(Problem statement): What lines of the data include the string "Crosby"? Copy them all.

(Excerpted records):

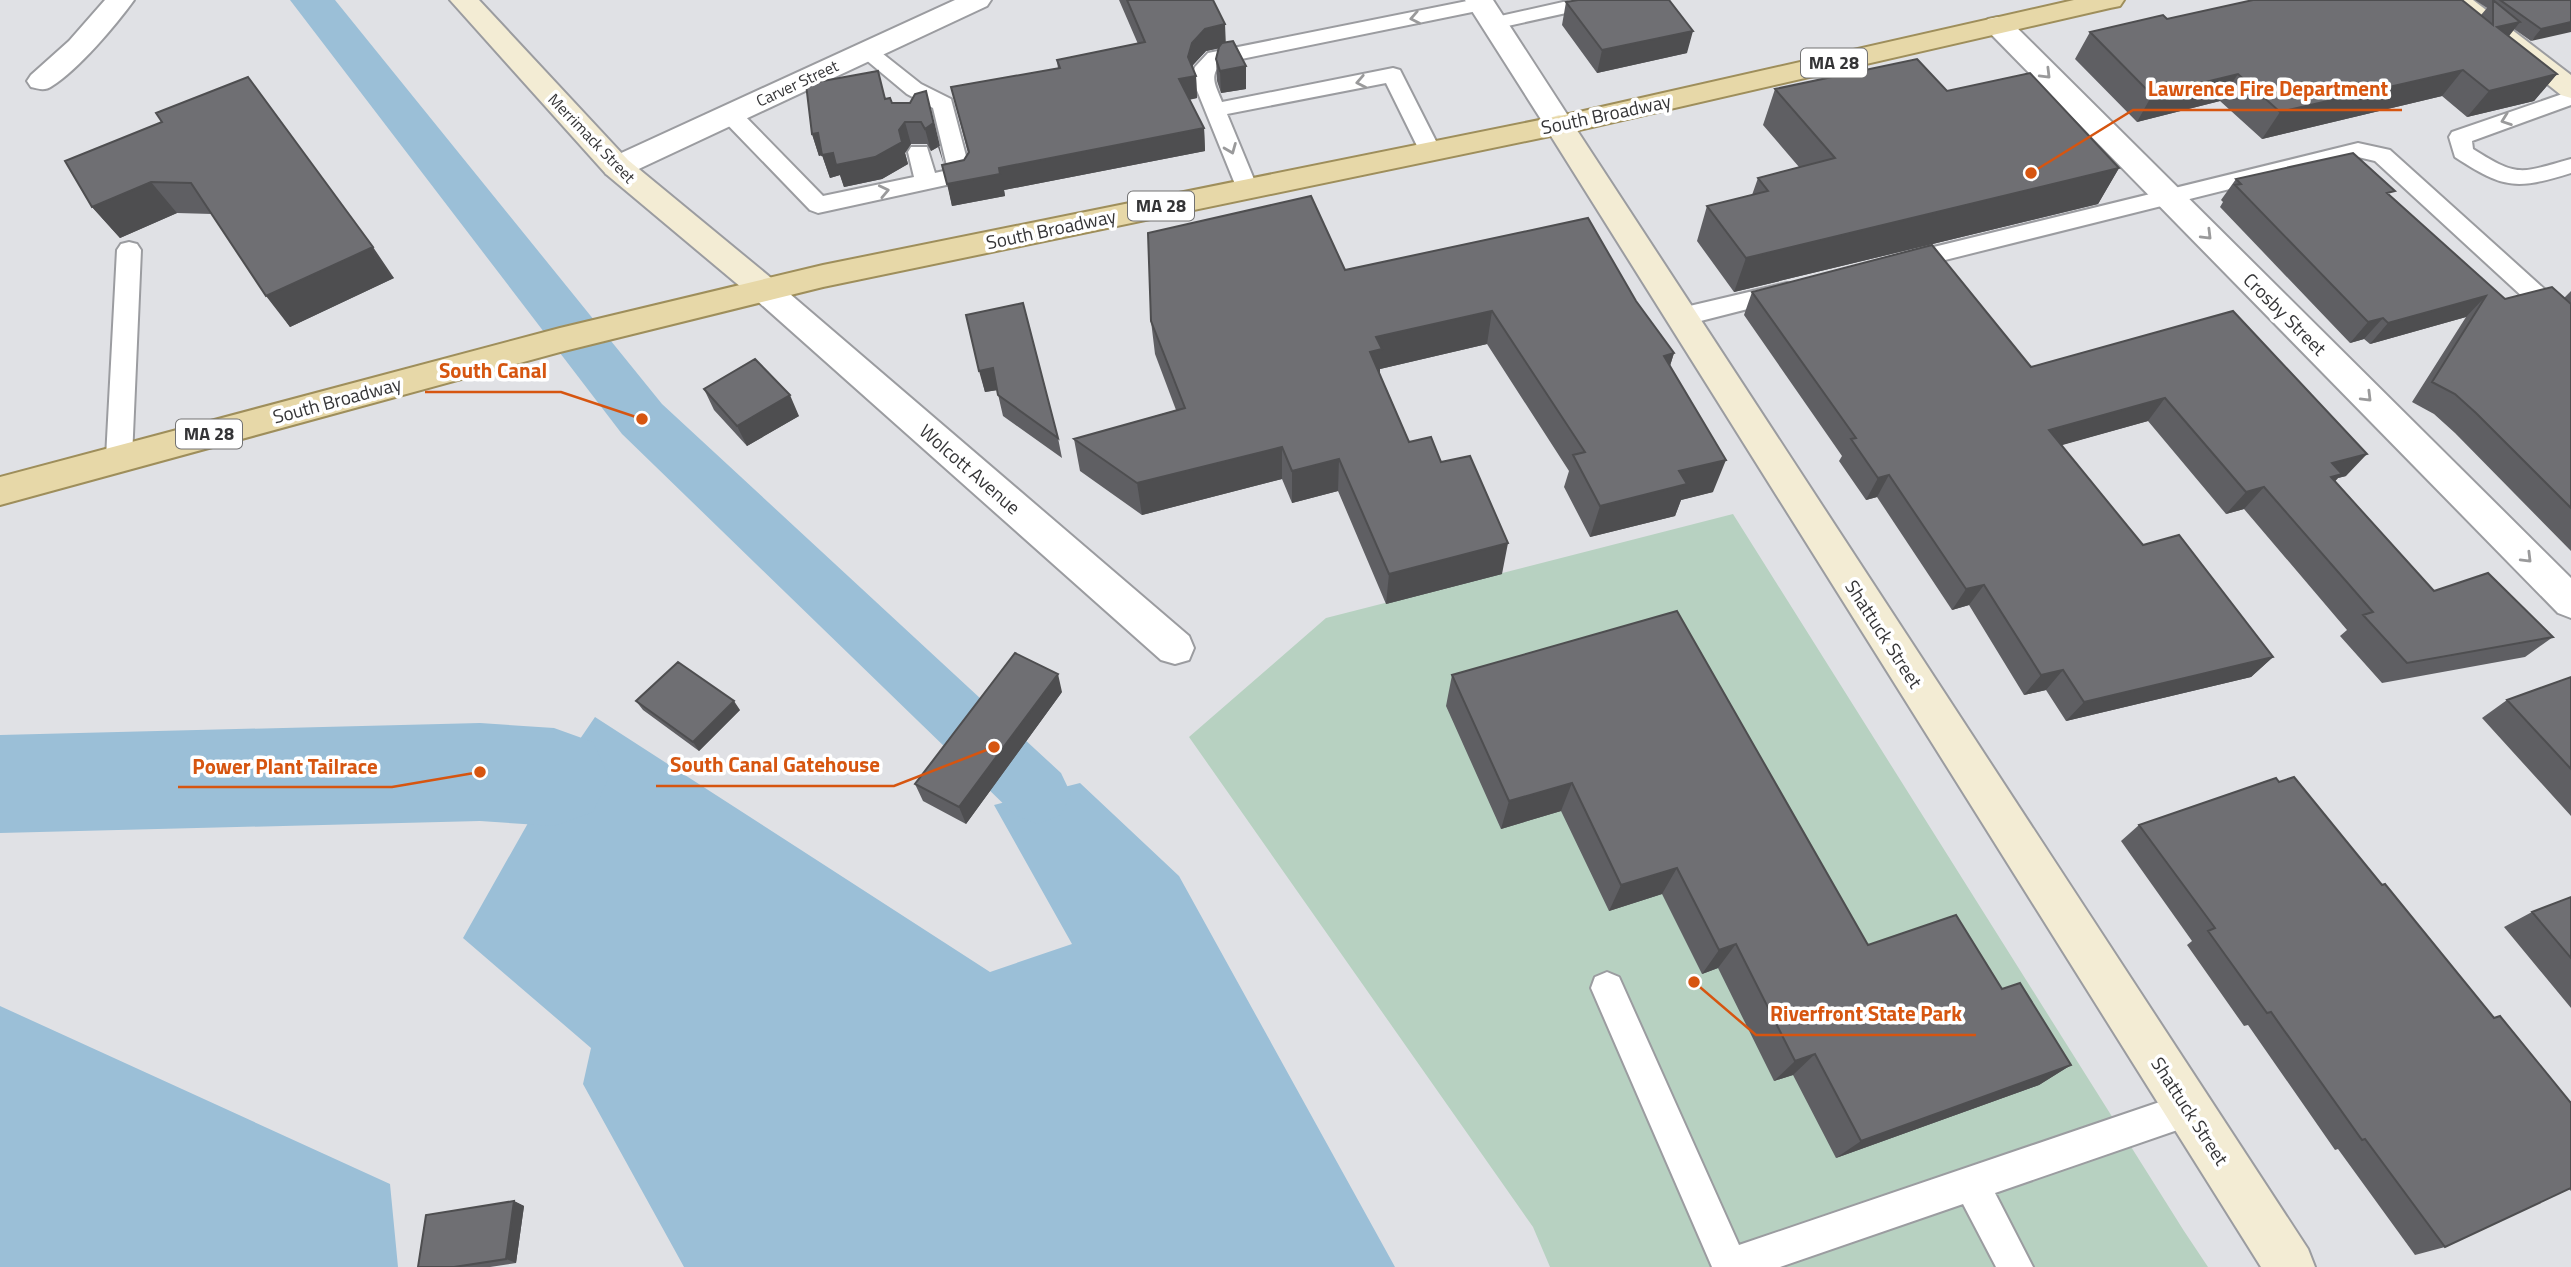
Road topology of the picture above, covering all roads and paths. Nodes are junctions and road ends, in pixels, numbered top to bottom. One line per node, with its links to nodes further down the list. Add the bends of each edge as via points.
1 (120, 0): 10 (street, via 79,47)
2 (464, 0): 21 (main road, Merrimack Street)
3 (977, 0): 9 (street, Carver Street)
4 (2110, 0): 8 (main road, South Broadway / MA 28)
5 (2456, 0): 12 (main road)
6 (1600, 1): 7 (lane)
7 (1485, 9): 14 (lane, one-way to 14, via 1215,58 1202,78); 17 (street, Shattuck Street)
8 (1998, 25): 17 (main road, South Broadway / MA 28); 24 (street, Crosby Street, one-way to 24)
9 (866, 50): 11 (lane); 16 (street, Carver Street)
10 (41, 80)
11 (914, 89): 15 (lane); 22 (lane, via 943,104 960,175)
12 (2571, 89)
13 (2571, 98): 20 (lane, one-way to 20, via 2459,137 2463,152 2496,174 2520,181)
14 (1215, 110): 18 (lane, one-way to 14, via 1393,75); 23 (lane, one-way to 23)
15 (906, 111)
16 (730, 114): 21 (street, Carver Street); 22 (lane, one-way to 22, via 818,205)
17 (1559, 125): 18 (main road, South Broadway / MA 28); 29 (main road, Shattuck Street)
18 (1430, 151): 23 (main road, South Broadway / MA 28)
19 (919, 152): 22 (lane)
20 (2571, 166)
21 (617, 167): 28 (main road, Merrimack Street)
22 (926, 182)
23 (1247, 189): 28 (main road, South Broadway / MA 28)
24 (2169, 197): 26 (lane); 30 (lane, via 2358,150 2382,155); 33 (street, Crosby Street, one-way to 33)
25 (129, 250): 31 (lane)
26 (1884, 267)
27 (1803, 287): 29 (lane)
28 (765, 290): 31 (main road, South Broadway / MA 28); 34 (street, Wolcott Avenue)
29 (1681, 317): 36 (main road, Shattuck Street)
30 (2571, 327)
31 (119, 458): 32 (main road, South Broadway / MA 28)
32 (0, 491)
33 (2571, 602)
34 (1175, 648)
35 (1607, 988): 38 (lane)
36 (2189, 1109): 37 (lane); 40 (main road, Shattuck Street)
37 (1971, 1184): 38 (lane); 39 (lane)
38 (1730, 1266)
39 (2015, 1267)
40 (2290, 1267)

(Exercise output):
8 (1998, 25): 17 (main road, South Broadway / MA 28); 24 (street, Crosby Street, one-way to 24)
24 (2169, 197): 26 (lane); 30 (lane, via 2358,150 2382,155); 33 (street, Crosby Street, one-way to 33)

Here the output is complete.